• PROBLEM TO SOLVE
Report every line in the records below that holds the word "other".

• PROVIDED ENTRIES
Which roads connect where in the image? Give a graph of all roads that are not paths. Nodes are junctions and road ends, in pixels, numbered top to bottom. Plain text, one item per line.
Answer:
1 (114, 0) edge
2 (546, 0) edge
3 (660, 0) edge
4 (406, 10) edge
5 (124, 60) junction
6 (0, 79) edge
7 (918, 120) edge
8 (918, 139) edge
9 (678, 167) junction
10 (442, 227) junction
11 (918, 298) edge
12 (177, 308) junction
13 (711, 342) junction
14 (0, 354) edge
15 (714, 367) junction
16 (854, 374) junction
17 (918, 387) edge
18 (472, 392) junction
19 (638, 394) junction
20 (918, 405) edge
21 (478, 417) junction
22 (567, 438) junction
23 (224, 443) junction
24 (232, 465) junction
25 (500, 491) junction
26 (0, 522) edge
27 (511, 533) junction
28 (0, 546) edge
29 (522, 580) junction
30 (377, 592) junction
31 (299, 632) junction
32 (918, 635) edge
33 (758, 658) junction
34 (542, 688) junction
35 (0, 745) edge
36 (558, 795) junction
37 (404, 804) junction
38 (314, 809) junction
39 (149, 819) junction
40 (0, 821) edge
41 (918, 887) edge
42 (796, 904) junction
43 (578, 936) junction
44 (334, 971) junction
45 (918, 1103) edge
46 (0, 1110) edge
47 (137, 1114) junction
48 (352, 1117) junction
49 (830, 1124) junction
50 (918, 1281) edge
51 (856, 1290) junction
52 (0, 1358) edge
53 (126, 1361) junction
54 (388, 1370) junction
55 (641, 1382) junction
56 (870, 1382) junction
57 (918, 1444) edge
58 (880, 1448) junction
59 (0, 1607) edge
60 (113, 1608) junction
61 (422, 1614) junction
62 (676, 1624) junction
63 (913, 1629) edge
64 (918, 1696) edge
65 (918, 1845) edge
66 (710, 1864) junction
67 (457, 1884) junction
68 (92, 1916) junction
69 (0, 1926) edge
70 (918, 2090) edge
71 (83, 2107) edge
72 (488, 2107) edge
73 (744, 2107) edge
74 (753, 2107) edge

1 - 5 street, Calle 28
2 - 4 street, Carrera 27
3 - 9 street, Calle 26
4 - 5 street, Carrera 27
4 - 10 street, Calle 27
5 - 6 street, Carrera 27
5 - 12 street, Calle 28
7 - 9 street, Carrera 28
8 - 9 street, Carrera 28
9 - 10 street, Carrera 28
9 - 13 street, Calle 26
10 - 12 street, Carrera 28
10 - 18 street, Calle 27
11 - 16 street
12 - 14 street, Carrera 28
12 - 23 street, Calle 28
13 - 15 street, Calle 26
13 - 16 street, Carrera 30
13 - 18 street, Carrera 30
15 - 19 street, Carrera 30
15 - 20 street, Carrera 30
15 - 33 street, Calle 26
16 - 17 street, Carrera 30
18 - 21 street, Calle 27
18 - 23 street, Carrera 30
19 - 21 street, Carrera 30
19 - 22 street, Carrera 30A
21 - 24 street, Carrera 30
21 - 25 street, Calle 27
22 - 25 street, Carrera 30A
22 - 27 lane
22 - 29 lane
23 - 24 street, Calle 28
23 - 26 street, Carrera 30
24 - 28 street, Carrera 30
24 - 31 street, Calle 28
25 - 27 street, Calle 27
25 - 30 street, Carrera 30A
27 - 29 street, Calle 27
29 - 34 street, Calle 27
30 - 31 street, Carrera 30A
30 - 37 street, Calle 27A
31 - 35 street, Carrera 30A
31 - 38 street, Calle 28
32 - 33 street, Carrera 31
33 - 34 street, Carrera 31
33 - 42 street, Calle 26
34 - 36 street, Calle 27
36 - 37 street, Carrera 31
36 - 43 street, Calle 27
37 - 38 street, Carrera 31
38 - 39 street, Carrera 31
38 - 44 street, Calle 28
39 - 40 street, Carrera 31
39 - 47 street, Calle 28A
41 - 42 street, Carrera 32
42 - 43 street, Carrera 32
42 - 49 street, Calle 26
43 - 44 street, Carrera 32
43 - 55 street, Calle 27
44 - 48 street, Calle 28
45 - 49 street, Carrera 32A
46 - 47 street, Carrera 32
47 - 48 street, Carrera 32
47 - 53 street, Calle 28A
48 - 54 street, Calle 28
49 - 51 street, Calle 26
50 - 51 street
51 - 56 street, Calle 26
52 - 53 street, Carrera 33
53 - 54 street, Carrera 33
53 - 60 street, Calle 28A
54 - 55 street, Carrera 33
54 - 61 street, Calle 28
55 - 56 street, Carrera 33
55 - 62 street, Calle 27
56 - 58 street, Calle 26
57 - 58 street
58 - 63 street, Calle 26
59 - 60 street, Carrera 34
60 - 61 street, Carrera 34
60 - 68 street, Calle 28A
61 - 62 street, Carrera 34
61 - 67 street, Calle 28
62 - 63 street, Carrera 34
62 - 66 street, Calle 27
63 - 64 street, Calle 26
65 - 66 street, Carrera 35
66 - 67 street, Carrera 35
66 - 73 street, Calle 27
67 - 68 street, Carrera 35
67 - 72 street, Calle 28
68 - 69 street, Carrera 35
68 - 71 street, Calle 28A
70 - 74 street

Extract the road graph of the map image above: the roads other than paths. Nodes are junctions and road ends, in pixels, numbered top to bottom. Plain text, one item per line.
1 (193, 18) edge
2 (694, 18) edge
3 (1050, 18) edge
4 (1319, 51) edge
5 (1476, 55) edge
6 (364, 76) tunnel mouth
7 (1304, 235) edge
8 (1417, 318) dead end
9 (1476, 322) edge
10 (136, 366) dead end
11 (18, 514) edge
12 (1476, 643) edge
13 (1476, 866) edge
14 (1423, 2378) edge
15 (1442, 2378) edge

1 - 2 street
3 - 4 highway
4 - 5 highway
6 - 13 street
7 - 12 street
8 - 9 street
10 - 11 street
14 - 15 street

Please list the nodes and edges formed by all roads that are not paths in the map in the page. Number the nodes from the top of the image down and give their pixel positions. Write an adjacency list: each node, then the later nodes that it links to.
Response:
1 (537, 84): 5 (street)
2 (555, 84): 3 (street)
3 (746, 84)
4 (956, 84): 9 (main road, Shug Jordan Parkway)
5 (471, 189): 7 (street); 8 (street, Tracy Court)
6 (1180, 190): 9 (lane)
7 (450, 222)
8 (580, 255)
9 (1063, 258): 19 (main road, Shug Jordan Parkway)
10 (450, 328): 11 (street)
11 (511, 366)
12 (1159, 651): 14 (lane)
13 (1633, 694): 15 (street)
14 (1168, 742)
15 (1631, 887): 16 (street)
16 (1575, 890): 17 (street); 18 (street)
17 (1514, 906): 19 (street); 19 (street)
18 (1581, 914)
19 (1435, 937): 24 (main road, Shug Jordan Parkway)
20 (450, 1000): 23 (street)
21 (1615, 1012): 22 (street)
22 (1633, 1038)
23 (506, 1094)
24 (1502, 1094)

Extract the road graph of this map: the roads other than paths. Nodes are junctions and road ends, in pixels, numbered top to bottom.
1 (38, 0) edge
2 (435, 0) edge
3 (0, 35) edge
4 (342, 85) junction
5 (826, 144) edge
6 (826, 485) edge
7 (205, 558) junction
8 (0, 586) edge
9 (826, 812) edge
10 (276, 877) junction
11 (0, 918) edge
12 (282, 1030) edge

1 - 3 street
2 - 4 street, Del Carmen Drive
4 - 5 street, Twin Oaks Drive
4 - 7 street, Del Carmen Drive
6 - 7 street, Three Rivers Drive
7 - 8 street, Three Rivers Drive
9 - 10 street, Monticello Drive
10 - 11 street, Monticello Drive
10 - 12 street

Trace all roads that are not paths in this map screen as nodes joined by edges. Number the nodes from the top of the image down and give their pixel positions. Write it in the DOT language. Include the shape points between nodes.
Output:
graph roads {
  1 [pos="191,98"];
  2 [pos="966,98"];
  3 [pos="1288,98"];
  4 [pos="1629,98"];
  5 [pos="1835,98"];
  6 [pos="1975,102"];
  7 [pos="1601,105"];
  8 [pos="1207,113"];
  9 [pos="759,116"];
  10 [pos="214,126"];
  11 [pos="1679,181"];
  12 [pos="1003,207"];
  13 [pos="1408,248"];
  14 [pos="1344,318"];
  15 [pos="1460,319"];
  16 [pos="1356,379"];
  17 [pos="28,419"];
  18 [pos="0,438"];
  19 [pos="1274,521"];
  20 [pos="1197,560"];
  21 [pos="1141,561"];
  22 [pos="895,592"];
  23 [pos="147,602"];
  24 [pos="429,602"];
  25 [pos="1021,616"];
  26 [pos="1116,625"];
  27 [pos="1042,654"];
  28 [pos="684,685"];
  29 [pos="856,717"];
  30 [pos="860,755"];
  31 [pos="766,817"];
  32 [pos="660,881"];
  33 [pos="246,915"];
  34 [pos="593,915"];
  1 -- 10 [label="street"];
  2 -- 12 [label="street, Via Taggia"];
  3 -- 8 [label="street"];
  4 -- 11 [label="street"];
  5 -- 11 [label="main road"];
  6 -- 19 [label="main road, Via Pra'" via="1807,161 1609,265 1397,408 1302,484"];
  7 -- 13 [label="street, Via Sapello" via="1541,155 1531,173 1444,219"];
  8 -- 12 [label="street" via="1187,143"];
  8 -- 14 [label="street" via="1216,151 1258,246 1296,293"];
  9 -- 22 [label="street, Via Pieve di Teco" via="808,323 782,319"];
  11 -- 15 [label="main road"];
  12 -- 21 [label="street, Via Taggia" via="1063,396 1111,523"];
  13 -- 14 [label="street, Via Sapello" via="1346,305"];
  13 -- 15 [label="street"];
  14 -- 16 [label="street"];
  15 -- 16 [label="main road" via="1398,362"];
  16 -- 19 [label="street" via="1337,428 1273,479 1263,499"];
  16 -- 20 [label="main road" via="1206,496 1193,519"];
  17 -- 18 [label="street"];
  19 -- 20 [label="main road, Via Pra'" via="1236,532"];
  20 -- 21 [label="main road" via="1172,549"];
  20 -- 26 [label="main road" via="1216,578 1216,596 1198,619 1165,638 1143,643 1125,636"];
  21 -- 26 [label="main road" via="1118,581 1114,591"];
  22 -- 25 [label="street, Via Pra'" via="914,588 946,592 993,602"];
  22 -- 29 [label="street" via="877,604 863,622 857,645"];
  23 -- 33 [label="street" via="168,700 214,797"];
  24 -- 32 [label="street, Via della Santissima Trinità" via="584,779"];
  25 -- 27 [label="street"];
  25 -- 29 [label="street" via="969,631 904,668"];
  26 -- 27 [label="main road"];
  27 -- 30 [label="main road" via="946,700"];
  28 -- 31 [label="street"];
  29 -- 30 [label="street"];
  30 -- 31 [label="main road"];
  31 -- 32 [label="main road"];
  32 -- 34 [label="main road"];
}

• TASK OUTPUT
Extract the road graph of the map image above: the roads other than paths. Nodes are junctions and road ends, in pixels, numbered top to bottom. Plain text, one item per line.
Extract the road graph of this map: the roads other than paths. Nodes are junctions and road ends, in pixels, numbered top to bottom.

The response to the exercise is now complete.